Среди наборщиков оригинальный тип. Старичок в очках. Бродяга. Всю свою жизнь состоит при «журнальном деле».
– Еще работал в покойном, блаженной памяти, «Морском сборнике».
И он говорит о «покойном», как будто речь идет об умершем родственнике. С какой любовью он говорит со мной о журналах.
– Скучаете здесь по журналам?
Он улыбается грустной улыбкой.
– Шибко-с. Ведь вся жизнь прошла в этом деле. Свыкнешься… Одно вот теперь успокоение нахожу: когда телеграммы набирать. Набираешь – ровно на газете работаешь. Так иной раз замечтаешься – смешно-с…
И на глазах старика, смеющегося над своими мечтаниями, навертываются слезы.
– А за что здесь-то?
– Из бродяг-с.
– И нельзя открыться?
– Невозможно-с.
Чего натворил этот старичок, находящий себе поэзию в наборе телеграмм и говорящий, словно о человеке, о «покойном» журнале?
В переплетной при типографии мы встречаем интересную личность – в некотором роде недавнюю знаменитость.
Петербургский «убийца в Апраксином переулке». Преступление, обратившее на себя внимание своим спокойствием, жестокостью, зверством. Молодой парнишка, он убил с целью грабежа трех женщин. Присужден к двадцати годам каторги. Вот странные глаза. Совершенно желтого, золотистого цвета. Такие глаза бывают только у кошек. Он смотрит на вас прямо, открыто, зорко, и, если можно так выразиться, никакой души не чувствуется в этих глазах. Ни злой, ни доброй – так, совсем никакой. Такой взгляд встречается у особенно зверских, холодных и спокойных убийц с целью грабежа. Они обыкновенно очень благообразны, даже симпатичны. На лице у них вы напрасно стали бы искать какой-нибудь «печати Каина», каких-нибудь зверских черт. Только в глазах нет тихого мерцания души. Только во взгляде вы читаете, что чего-то человеческого не хватает этому существу. И вы ясно представляете себе, как он убивал. Он смотрел, вероятно, на свою жертву тем же спокойным взглядом. Холодным, пристальным взглядом очковой змеи. И от этого взгляда холодно, вероятно, делалось на душе у жертвы. Ни злобы, ни ненависти, ни бешенства не было в этом взгляде. Он смотрел с любопытством на льющуюся кровь, на предсмертные судороги жертвы. С любопытством кошки, раздавившей лапой таракана. И только. Чувство жалости, чувство сострадания атрофировано у этих людей, – читается в их взгляде. Они лишены от рождения чувства жалости, как бывают люди, лишенные от рождения чувства зрения.
Бойкий, расторопный мальчишка смотрит своими кошачьими глазами и спокойно рассказывает, как убивал.
– Как же это так?
– С куражу.
– Пьян был?
– Никак нет.

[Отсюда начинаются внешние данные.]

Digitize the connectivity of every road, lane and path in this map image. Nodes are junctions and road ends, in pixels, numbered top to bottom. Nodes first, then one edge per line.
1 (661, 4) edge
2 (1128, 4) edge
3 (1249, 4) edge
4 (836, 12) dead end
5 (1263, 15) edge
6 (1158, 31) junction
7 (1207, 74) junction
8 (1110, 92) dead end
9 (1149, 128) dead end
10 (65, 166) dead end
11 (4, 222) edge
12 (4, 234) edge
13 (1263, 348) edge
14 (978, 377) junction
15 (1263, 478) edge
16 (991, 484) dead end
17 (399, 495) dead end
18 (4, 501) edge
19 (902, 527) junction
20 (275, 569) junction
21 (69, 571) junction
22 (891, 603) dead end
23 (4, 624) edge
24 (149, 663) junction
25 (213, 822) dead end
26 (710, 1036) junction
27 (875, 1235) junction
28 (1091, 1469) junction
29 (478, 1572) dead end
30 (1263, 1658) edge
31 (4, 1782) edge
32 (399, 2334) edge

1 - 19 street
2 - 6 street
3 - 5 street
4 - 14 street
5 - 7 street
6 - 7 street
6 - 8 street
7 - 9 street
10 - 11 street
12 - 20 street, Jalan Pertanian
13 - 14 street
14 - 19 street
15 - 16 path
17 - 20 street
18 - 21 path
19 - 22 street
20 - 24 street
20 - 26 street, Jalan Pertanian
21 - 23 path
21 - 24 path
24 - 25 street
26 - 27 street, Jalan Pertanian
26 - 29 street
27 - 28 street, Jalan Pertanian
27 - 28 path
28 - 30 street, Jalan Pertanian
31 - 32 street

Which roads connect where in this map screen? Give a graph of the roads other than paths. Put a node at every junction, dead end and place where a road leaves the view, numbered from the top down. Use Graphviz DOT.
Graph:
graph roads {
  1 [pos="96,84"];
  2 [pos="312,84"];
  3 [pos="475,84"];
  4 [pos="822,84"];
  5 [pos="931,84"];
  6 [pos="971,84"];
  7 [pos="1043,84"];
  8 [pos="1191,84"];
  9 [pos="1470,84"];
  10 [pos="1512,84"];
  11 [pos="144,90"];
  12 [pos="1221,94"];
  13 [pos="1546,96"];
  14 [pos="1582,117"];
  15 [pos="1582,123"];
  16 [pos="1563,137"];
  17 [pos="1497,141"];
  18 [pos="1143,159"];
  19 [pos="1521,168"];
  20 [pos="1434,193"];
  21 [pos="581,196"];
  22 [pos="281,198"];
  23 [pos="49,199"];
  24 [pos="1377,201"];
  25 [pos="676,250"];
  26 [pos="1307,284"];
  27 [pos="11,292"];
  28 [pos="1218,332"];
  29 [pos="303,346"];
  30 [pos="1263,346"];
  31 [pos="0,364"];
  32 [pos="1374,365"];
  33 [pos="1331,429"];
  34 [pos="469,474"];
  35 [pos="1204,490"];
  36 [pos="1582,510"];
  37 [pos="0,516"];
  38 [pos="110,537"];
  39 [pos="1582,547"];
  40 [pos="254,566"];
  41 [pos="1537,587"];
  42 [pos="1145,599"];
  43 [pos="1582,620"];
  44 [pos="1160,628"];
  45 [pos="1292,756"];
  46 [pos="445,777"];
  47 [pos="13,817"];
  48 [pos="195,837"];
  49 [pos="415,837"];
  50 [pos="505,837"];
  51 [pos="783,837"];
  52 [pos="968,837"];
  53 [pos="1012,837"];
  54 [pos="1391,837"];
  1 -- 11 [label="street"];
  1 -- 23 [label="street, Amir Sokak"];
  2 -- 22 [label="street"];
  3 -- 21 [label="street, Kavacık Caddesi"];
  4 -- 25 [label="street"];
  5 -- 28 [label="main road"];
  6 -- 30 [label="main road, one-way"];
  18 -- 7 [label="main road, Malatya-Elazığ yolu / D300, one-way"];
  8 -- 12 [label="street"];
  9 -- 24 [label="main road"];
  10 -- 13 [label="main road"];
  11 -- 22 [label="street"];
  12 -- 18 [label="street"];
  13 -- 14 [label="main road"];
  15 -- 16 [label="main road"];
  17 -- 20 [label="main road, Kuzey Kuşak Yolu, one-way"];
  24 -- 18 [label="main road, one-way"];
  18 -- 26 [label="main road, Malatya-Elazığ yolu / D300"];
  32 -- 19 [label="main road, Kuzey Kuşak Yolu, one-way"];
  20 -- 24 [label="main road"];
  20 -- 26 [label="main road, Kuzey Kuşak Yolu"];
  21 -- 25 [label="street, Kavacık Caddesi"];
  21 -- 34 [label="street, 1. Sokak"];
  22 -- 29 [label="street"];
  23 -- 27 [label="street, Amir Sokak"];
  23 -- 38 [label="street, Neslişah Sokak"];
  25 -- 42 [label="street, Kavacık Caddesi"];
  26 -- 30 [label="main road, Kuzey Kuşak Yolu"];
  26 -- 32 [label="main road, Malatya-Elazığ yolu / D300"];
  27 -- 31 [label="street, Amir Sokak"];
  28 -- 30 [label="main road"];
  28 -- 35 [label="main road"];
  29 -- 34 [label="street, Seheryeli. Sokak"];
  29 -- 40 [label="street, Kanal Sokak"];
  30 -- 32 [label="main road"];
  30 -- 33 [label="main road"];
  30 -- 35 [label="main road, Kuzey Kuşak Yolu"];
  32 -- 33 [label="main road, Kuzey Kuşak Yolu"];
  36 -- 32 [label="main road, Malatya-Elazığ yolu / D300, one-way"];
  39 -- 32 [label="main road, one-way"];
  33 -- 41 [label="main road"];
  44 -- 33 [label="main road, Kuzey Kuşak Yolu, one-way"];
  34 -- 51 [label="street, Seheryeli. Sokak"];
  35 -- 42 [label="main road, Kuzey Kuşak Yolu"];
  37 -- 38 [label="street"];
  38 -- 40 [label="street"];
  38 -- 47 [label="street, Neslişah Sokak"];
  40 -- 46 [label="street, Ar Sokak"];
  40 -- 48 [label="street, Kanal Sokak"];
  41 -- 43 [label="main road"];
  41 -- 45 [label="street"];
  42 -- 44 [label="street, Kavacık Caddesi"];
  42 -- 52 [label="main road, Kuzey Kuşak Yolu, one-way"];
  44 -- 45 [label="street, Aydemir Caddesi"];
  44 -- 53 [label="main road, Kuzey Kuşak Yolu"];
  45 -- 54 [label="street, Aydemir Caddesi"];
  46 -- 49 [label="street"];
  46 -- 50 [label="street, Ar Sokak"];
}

А так, вся жизнь тогда в кураже была. Лакеем служил, половым. Постоянный кураж кругом. С куражу и подумал: «Пойтить убить – денег добуду».
– Ну, а теперь?
– К ремеслу приучаюсь.
И он с любовью – с любовью, в которой есть что-то сентиментальное, – показывает переплет, который только что сделал.
Переплет, любовно сделанный теми же руками, которые так спокойно убивали людей.